| name | integrate |
| description | Embed this repo's scraping primitives into your own autonomous agent. Use this when you want to call the scraping engine programmatically - not via CLI - and drive the generate/execute/repair loop from your own code with your own LLM. |
What This Skill Does
Documents the importable Python API so external agents can use this repo as a scraping library.

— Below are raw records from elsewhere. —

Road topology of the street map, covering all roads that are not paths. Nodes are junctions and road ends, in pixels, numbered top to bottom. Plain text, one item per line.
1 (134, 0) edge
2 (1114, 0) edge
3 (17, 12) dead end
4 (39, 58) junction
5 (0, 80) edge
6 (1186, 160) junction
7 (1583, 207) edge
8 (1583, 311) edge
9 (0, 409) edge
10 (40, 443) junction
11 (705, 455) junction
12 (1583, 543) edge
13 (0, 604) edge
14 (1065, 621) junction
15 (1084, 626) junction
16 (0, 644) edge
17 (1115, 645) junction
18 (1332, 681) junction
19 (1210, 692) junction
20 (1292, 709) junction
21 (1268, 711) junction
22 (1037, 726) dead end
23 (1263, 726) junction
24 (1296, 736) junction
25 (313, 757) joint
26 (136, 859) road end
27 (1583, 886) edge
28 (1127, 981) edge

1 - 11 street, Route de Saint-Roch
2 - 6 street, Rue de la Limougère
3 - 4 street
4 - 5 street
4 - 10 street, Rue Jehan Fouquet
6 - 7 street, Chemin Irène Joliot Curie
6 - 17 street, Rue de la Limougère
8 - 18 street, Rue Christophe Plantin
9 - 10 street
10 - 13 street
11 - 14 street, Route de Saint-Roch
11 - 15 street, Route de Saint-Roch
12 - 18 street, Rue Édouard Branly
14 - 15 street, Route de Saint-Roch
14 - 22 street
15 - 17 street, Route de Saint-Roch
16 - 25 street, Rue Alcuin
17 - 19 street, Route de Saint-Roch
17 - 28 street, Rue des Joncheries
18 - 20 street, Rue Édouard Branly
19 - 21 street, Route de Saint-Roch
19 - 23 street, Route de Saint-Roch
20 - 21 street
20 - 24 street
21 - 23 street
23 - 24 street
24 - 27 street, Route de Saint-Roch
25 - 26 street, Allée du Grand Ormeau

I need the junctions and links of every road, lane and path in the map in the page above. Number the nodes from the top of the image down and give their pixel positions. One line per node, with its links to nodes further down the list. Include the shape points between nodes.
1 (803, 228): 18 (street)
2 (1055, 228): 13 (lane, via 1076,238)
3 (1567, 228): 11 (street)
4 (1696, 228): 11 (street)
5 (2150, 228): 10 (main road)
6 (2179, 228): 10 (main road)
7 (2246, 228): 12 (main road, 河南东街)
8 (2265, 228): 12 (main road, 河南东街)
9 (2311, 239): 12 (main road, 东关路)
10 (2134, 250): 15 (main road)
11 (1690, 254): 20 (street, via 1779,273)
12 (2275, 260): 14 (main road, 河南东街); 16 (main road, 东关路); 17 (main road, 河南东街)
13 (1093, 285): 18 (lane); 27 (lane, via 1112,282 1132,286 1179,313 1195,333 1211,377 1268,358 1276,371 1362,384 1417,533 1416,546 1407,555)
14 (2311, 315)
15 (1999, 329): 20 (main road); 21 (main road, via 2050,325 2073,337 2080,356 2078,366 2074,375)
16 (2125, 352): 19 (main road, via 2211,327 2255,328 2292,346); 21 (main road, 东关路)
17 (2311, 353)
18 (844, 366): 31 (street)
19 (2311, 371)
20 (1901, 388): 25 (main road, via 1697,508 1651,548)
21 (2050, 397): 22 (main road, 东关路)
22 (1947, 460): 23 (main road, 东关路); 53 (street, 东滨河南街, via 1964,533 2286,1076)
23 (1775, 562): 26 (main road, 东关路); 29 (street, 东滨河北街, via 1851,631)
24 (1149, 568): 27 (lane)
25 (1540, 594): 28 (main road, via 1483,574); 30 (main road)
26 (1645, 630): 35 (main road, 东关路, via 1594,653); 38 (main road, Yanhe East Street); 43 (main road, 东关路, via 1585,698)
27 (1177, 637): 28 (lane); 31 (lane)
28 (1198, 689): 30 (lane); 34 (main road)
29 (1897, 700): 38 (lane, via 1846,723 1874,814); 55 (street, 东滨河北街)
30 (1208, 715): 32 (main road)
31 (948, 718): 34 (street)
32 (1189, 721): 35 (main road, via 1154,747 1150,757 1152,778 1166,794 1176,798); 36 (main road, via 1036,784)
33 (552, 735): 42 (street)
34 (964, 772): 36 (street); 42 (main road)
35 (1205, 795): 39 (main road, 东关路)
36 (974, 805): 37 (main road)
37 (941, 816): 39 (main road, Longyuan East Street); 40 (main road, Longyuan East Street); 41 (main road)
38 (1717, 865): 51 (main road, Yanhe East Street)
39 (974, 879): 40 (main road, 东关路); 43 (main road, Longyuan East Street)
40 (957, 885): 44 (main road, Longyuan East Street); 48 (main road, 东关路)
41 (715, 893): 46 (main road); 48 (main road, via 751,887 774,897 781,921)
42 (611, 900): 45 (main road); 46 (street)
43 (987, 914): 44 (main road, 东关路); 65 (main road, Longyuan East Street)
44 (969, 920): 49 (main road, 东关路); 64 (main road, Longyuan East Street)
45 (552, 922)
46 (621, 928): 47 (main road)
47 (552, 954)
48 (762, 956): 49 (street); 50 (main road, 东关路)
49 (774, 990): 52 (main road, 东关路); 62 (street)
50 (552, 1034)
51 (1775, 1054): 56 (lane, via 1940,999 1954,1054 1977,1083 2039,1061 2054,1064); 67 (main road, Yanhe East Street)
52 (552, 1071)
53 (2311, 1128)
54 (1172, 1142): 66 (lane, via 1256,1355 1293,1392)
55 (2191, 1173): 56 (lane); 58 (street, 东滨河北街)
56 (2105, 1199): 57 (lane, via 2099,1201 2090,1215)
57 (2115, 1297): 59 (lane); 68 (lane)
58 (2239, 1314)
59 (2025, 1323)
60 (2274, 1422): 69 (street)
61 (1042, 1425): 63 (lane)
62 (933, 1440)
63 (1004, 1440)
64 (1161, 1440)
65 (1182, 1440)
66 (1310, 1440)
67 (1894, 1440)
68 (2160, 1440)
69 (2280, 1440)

You get three layers:
agents/llm.py - thin LLM client (swap in your own)
agents/config_generator.py - HTML summariser + config generator
agents/autonomous_scraper.py - fetcher, parser, validator, runner
Minimal Working Example
10 lines to go from URL to structured data:
import asyncio, sys
sys.path.insert(0, "/path/to/scrapping/agents")
from config_generator import generate_config
from autonomous_scraper import run
config = generate_config("https://target-site.com/listings")
results = asyncio.run(run("https://target-site.com/listings", config, max_items=50))
print(results)
Full API Reference
agents/llm.py
from llm import chat, get_backend, get_model, get_client
| Function | Signature | Returns |
|---|
chat | (messages: list[dict], temperature=0.2, max_tokens=4096) | str - assistant reply |
get_backend | () | "openrouter" or "ollama" |
get_model | () | model name string |
get_client | () | OpenAI client instance |
agents/config_generator.py
from config_generator import generate_config, summarise_html
| Function | Signature | Returns |
|---|
summarise_html | (html: str, max_elements=60) | compact HTML structure string for LLM |
generate_config | (url: str) | dict - full scraper config |
agents/autonomous_scraper.py
from autonomous_scraper import (
fetch_static, fetch_playwright,
select, extract_field, scrape_detail_page,
generate_urls, validate_results, run
)
| Function | Signature | Returns |
|---|
fetch_static | async (url: str, headers=None) | str - HTML |
fetch_playwright | async (url: str) | str - HTML after JS execution |
select | (soup, selector: str) | list of BS4 tags |
extract_field | (soup, name: str, cfg: dict) | (name, value) tuple |
scrape_detail_page | (html: str, config: dict) | dict - one record |
generate_urls | (source: dict) | list[str] - paginated URLs |
validate_results | (results: list[dict], config: dict) | str - failure reason or "" |
run | async (url: str, config: dict, max_items=20) | list[dict] - all records |
Plug In Your Own LLM
The chat() function in llm.py is the only LLM call site. Replace it with your own:
import agents.llm as llm
def my_chat(messages, temperature=0.2, max_tokens=4096):
return my_llm_client.complete(messages)
llm.chat = my_chat
Or set environment variables to use a different OpenAI-compatible endpoint:
import os
os.environ["LLM_BACKEND"] = "ollama"
os.environ["OLLAMA_BASE_URL"] = "http://my-llm-server:11434/v1"
os.environ["OLLAMA_MODEL"] = "llama3.1:70b"
Build Your Own Repair Loop
validate_results returns an empty string on success, or a failure reason string. Use it to drive retries:
import asyncio
from config_generator import generate_config, summarise_html
from autonomous_scraper import run, validate_results, fetch_static
from llm import chat
async def scrape_with_repair(url: str, max_retries: int = 3):
config = generate_config(url)
for attempt in range(max_retries):
results = await run(url, config, max_items=20)
failure = validate_results(results, config)
if not failure:
return results
html = await fetch_static(url)
structure = summarise_html(html)
repair_prompt = f"""
The scraper config failed: {failure}
Page structure:
{structure}
Current config:
{config}
Return a corrected config JSON only.
"""
import json
response = chat([{"role": "user", "content": repair_prompt}])
config = json.loads(response)
return results
results = asyncio.run(scrape_with_repair("https://target-site.com/listings"))
Embed the MCP Server in Your Agent System
If your agent supports MCP (Claude Desktop, Claude Code, any MCP client), point it at the server:
import subprocess
proc = subprocess.Popen(
["python", "/path/to/scrapping/agents/mcp_server.py"],
stdin=subprocess.PIPE,
stdout=subprocess.PIPE
)
Or register it directly in your agent config - see skills/mcp-scraping/SKILL.md.
Config Schema Reference
{
"render_mode": "static | playwright | auto",
"sources": [
{
"url_template": "https://site.com/page/{n}",
"pagination": {"start": 1, "step": 1, "max_pages": 10}
}
],
"listing": {
"link_selector": "a.item-link",
"link_prefix": "https://site.com"
},
"fields": {
"field_name": {
"selector": "css-selector",
"retrieve": "plaintext | html | attr:NAME | regexp",
"pattern": "regex with one capture group (regexp only)",
"multiple": false
}
}
}
render_mode: "auto" tries static fetch first; falls back to Playwright if the extracted record count is 0.